Cela ne signifie pas que les milieux proches du Hezbollah minimisent l’impact des sanctions américaines contre l’Iran. Mais, selon eux, la République islamique est passée par des situations plus graves, économiquement, politiquement, diplomatiquement et militairement, et elle a tenu bon. Aujourd’hui, elle peut miser sur l’émergence d’un axe qui comprend les autres pays du Brics, (Brésil, Russie, Chine, Inde, Afrique du Sud) face « à l’hégémonie » américaine, sans parler des divergences entre les Européens et les Américains.

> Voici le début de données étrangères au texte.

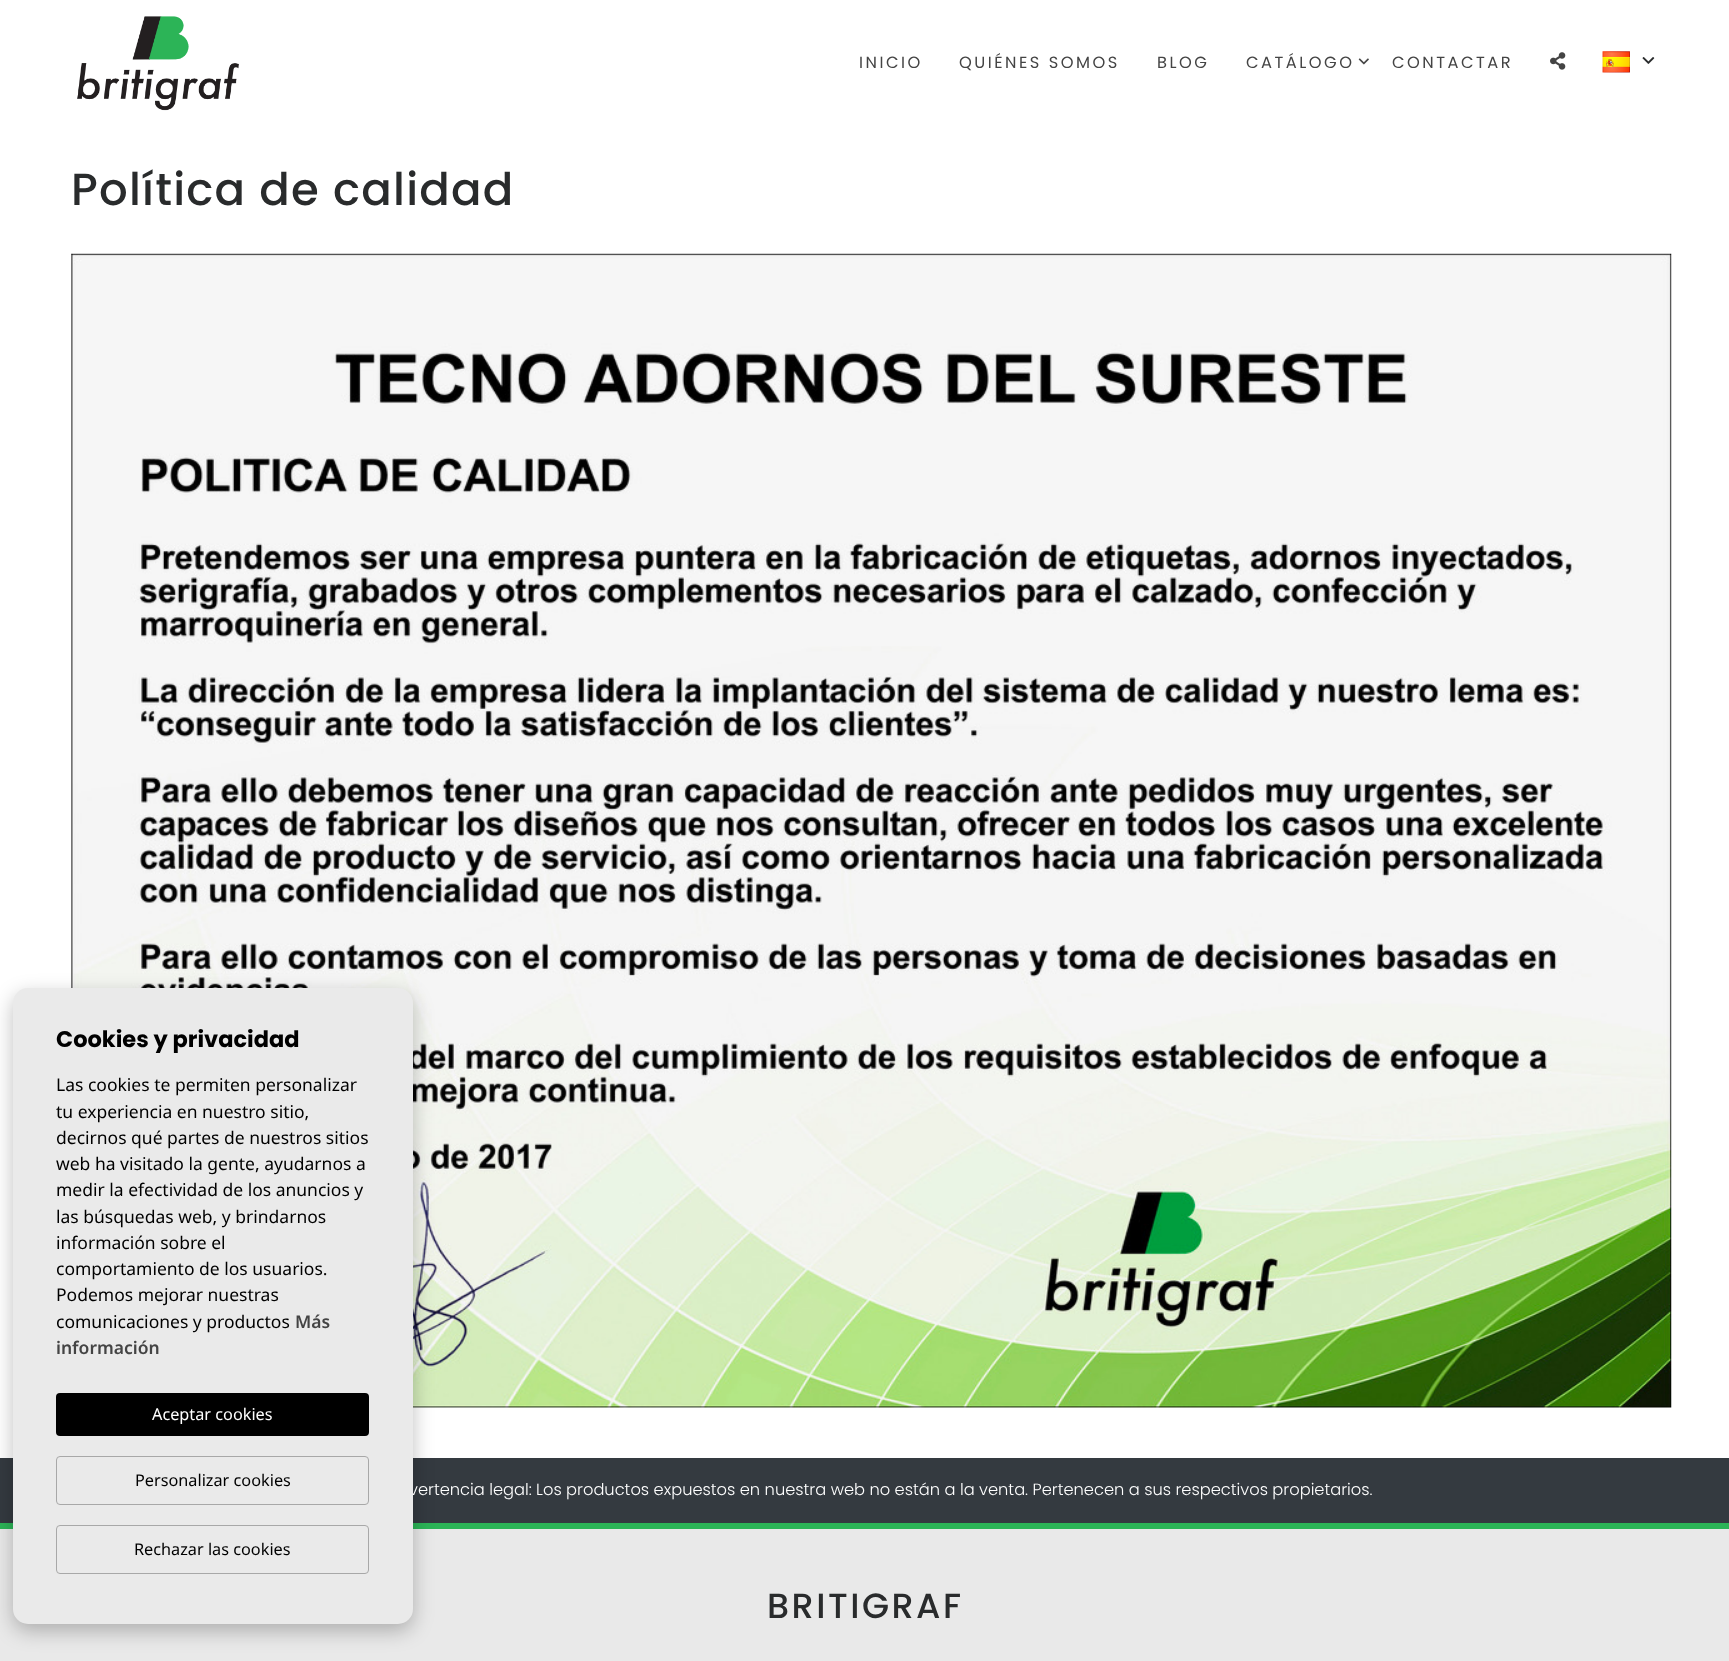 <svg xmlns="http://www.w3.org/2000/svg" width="1729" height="1661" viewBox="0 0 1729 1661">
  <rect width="100%" height="100%" fill="#fff"/>
  <image x="77" y="16" width="162" height="95" href="img/1.png"/>
  <image x="1358" y="58" width="11" height="7" href="img/2.png"/>
  <image x="1550" y="52" width="16" height="18" href="img/3.png"/>
  <image x="1602" y="51" width="28" height="22" href="img/4.png"/>
  <image x="1642" y="57" width="13" height="7" href="img/5.png"/>
  <image x="71" y="253" width="1601" height="1155" href="img/6.png"/>
  <path d="M0 1458h1729v65H0z" fill="#343a40"/>
  <path d="M0 1529h1729v132H0z" fill="#e9e9e9"/>
  <path d="M0 1523h1729v6H0z" fill="#2cb457"/>
  <rect x="13" y="995" width="400" height="636" rx="15" fill="#00000040" filter="blur(10px)"/>
  <g font-family="Poppins" font-size="16.25" letter-spacing="2.5" fill="#444">
    <text x="859" y="68">INICIO</text>
    <text x="959" y="68">QUIÉNES SOMOS</text>
    <text x="1157" y="68">BLOG</text>
    <text x="1246" y="68">CATÁLOGO</text>
    <text x="1392" y="68">CONTACTAR</text>
  </g>
  <text x="71" y="205" font-family="Poppins" font-size="45" font-weight="500" letter-spacing="1.25" fill="#292b2c">Política de calidad</text>
  <text x="409" y="1495" font-family="Poppins" font-size="16.25" font-weight="300" fill="#fff">vertencia legal: Los productos expuestos en nuestra web no están a la venta. Pertenecen a sus respectivos propietarios.</text>
  <rect x="13" y="988" width="400" height="636" rx="15" fill="#eaeaea"/>
  <rect x="56.5" y="1525.5" width="312" height="48" rx="3.5" fill="none" stroke="#a8a8a8"/>
  <text x="134" y="1555" font-family="Noto Sans" font-size="16.25" fill="#000">Rechazar las cookies</text>
  <rect x="56.5" y="1456.5" width="312" height="48" rx="3.5" fill="none" stroke="#a8a8a8"/>
  <text x="135" y="1486" font-family="Noto Sans" font-size="16.25" fill="#000">Personalizar cookies</text>
  <rect x="56" y="1393" width="313" height="43" rx="4" fill="#000"/>
  <text x="152" y="1420" font-family="Noto Sans" font-size="16.25" fill="#fff">Aceptar cookies</text>
  <g font-family="Noto Sans" font-size="17.5" font-weight="600" fill="#444">
    <text x="56" y="1354">información</text>
    <text x="295" y="1328">Más</text>
  </g>
  <g font-family="Noto Sans" font-size="17.5" fill="#000">
    <text x="56" y="1328">comunicaciones y productos</text>
    <text x="56" y="1301">Podemos mejorar nuestras</text>
    <text x="56" y="1275">comportamiento de los usuarios.</text>
    <text x="56" y="1249">información sobre el</text>
    <text x="56" y="1223">las búsquedas web, y brindarnos</text>
    <text x="56" y="1196">medir la efectividad de los anuncios y</text>
    <text x="56" y="1170">web ha visitado la gente, ayudarnos a</text>
    <text x="56" y="1144">decirnos qué partes de nuestros sitios</text>
    <text x="56" y="1118">tu experiencia en nuestro sitio,</text>
    <text x="56" y="1091">Las cookies te permiten personalizar</text>
  </g>
  <text x="56" y="1047" font-family="Poppins" font-size="22.5" font-weight="bold" fill="#000">Cookies y privacidad</text>
  <text x="767" y="1618" font-family="Poppins" font-size="35" font-weight="500" letter-spacing="2.5" fill="#292b2c">BRITIGRAF</text>
</svg>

De plus, sur le terrain, l’Iran et ses alliés sont en train de marquer des points, en Syrie, mais aussi au Yémen et même en Irak, où le savoir-faire du général Qassem Souleimani a réussi à réconcilier les différentes factions chiites, créant ainsi un renversement de situation, après la victoire aux élections du camp de Moqtada Sadr, considéré au départ comme hostile à l’influence iranienne.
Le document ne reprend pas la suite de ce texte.